Here’s the scoop on the most popular crowdfunding platforms to help you make your decision easier. Once you’re done, check out our deep-dive How To Stand Out in the Crowd(funding) guide to find out all you need to know about running a successful crowdfunding campaign—on any platform!


The Grand Dame of crowdfunding platforms, Kickstarter is one of the oldest, and biggest of them out there. Kickstarter is meant to fund one-time, creative-oriented projects like films, albums, novels, games, tech, comics, food—almost anything you can imagine, from (here in Washington State) building 'the coolest post office in America' to a poetry book—on a giant sheet of paper.

Kickstarter is great for games—in fact, in 2020 the most-funded category was games (both video and board games)—bringing in $1.44 million dollars from project backers. But really, all kinds of creative projects exist on Kickstarter. It helps to do some market research in your area—here’s an amazing interactive tool from Polygraph that lets you find what kinds of Kickstarter projects are hot in your creative community. 

Since the structure of Kickstarter is for one-time (not ongoing) projects, campaigns are limited to 5 weeks and revolve around a specific project.

The current success rate of Kickstarter campaigns is 44% (not great odds, but not terrible either). Payouts to creators are at the end of the campaign, and they take a 5% cut.


Patreon, on the other hand, is structured for creators to get ongoing support, so it doesn’t revolve around a one-time project or campaign. You can have monthly, recurring subscriptions in various tiers with their own set of rewards. You can also set up patron-only paid content and per-creation billing, allowing more entry points for your fans to support your work. There's a ton of guides on their site to help you get started.

Patreon is great for any kind of recurring or episodic creative work: webcomics, podcasts, YouTube vids, and more. (In fact after YouTube demonetized many of their videos, a lot of YouTubers moved to Patreon). According to Patreon they have 2 million members who donate an average of $12 per month per patron. This 2020 study in the Journal of Cultural Economics found hundreds of creators were able to crowdfund a sizable income, at more than $2500 monthly.

But don’t quit your day job just yet—that income is only for the top 1% of Patreon earners; the average total monthly pledges for a campaign is about $200. Still, with enough work it can evolve into a sizable side hustle, and with regular content and building a community around your work, it can be a launching pad for bigger things.

Patreon payouts are every month, and they take a 5% cut.


Seed&Spark is a film and video-centric crowdfunding platform focused on storytelling. Part of their mission is to amplify the voices of diverse communities and creators, bypassing the traditional gatekeeping of Hollywood and the mainstream film industry.

What makes Seed&Spark so perfect for filmmakers is their model. The platform acts as a distribution hub, where supporters can stream videos from the site. (Just last month they moved their streaming library to Washington-based company Indieflix, giving filmmakers even more reach for their work.) 
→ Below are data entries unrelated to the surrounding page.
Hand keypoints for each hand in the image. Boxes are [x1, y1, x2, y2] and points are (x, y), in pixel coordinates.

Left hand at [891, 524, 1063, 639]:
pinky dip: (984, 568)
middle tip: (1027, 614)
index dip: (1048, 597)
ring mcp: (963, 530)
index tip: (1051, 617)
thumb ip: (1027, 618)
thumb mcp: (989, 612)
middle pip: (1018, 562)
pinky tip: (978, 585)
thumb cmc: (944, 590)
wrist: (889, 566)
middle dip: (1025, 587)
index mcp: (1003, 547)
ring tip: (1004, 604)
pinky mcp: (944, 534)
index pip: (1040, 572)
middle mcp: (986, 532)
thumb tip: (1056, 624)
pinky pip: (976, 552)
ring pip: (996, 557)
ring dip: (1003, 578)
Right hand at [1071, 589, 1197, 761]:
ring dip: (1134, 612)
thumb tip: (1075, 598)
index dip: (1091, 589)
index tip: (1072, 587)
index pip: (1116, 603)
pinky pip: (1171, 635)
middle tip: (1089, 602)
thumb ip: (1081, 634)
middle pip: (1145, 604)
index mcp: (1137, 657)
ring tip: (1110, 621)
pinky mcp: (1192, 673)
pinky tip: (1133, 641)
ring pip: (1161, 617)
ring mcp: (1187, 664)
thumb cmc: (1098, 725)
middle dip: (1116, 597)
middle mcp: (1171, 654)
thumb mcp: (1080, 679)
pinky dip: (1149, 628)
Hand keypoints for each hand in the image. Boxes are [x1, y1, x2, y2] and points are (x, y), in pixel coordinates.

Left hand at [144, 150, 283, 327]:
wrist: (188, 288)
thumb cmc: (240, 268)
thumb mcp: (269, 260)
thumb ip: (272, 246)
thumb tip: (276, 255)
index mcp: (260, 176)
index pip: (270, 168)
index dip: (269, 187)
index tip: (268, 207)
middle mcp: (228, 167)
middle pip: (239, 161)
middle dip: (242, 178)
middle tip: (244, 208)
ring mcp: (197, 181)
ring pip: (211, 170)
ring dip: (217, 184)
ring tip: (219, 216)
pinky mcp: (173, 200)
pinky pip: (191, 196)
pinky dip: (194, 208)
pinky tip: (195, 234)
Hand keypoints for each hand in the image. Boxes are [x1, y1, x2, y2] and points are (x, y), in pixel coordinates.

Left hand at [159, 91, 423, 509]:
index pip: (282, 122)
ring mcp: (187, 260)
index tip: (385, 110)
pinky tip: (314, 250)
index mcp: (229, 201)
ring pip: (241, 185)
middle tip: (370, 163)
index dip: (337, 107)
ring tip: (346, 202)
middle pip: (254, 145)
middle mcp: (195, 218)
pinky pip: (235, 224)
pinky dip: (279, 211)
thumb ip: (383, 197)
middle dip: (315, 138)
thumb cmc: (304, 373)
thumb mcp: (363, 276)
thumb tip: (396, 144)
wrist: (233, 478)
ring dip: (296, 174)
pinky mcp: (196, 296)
Filmmakers can also create ‘wish lists’ for items they need to complete the production—things like gear, set decorations, and craft services. Supporters can decide to fund the film or donate the specific items asked for on the wish list. 

Seed&Spark has a high success rate—75% of projects get funded and the average donation falls between $100-150, though people can give whatever amount they like. Projects must reach 80% support before Seed&Spark releases the funds. They take a cut of 5%.
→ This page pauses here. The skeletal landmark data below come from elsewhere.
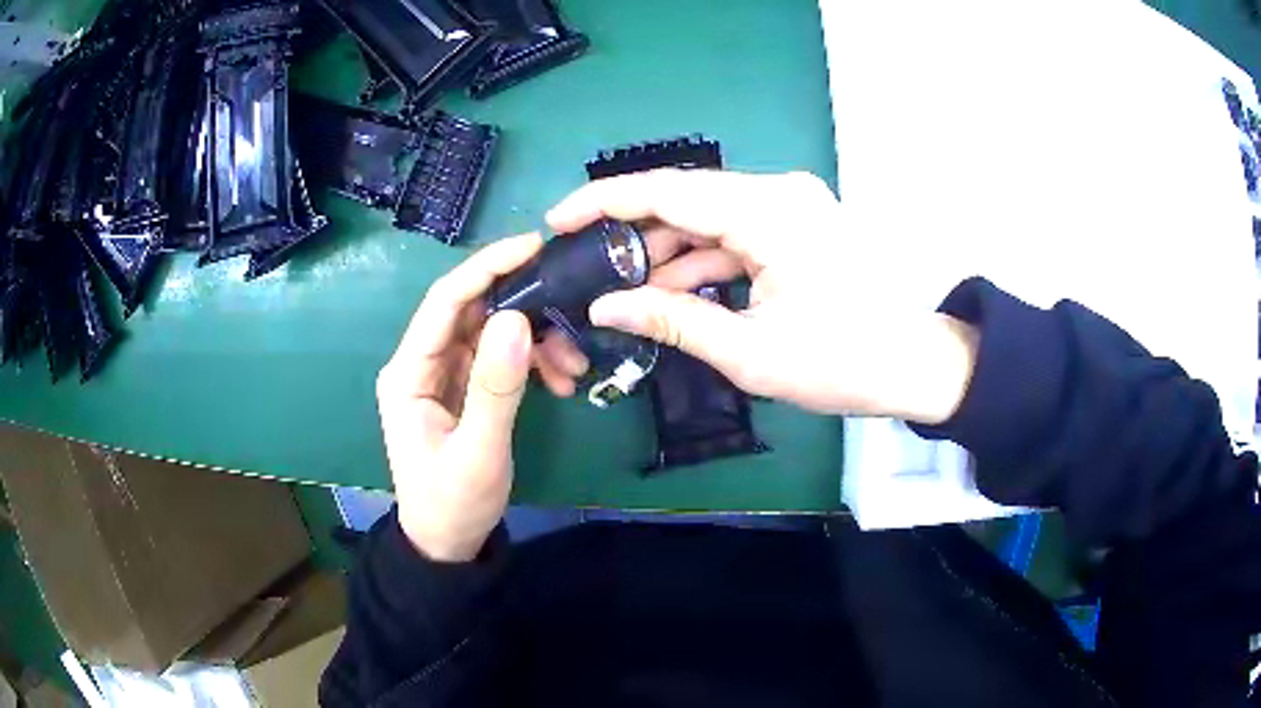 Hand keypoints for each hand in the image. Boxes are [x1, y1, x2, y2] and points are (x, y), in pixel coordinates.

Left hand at [376, 234, 541, 561]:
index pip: (446, 301)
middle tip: (571, 311)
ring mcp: (445, 375)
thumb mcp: (478, 452)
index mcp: (409, 372)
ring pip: (493, 332)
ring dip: (535, 340)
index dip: (487, 267)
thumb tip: (516, 319)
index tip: (534, 247)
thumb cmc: (453, 503)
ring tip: (572, 367)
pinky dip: (532, 362)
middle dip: (524, 308)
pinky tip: (560, 381)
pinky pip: (501, 358)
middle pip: (473, 310)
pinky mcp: (465, 388)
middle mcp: (423, 363)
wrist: (447, 543)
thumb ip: (494, 388)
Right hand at [541, 169, 978, 424]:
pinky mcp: (797, 223)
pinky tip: (673, 289)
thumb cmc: (841, 363)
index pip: (668, 191)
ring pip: (708, 216)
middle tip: (584, 262)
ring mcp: (791, 204)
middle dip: (631, 231)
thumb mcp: (749, 351)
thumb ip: (671, 321)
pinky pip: (735, 231)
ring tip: (622, 287)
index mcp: (769, 212)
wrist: (912, 366)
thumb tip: (604, 308)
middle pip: (685, 198)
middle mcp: (779, 192)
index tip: (558, 219)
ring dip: (667, 250)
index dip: (605, 202)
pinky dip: (702, 258)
Another ‘old school’ fundraising platform, Indiegogo began back in 2008.

Today, the platform has helped fund over 180,000 successful projects with nearly 18 million backers. 

Indiegogo is kind of a mishmash of all sorts of projects: charity and personal fundraisers for causes, community projects, start-up campaigns for businesses, and also creative projects like films, music, art, podcasts and photography. 

Indiegogo is also a great place to launch products—with tech gadgets like e-bikes and coffee grinders being the most popular (and lucrative) campaigns in 2020.

Though Indiegogo’s timeline limits campaigns to 60 days, creators can continue raising money with InDemand (for a slightly bigger cut). Another benefit is their flexible funding model. With a fixed funding model, you only keep your funds if you meet your goal, but with the flexible option, you keep anything you raise.

Payouts are 15 days after your campaign ends for both fixed and flexible funding, and Indiegogo takes a cut of 5-8%.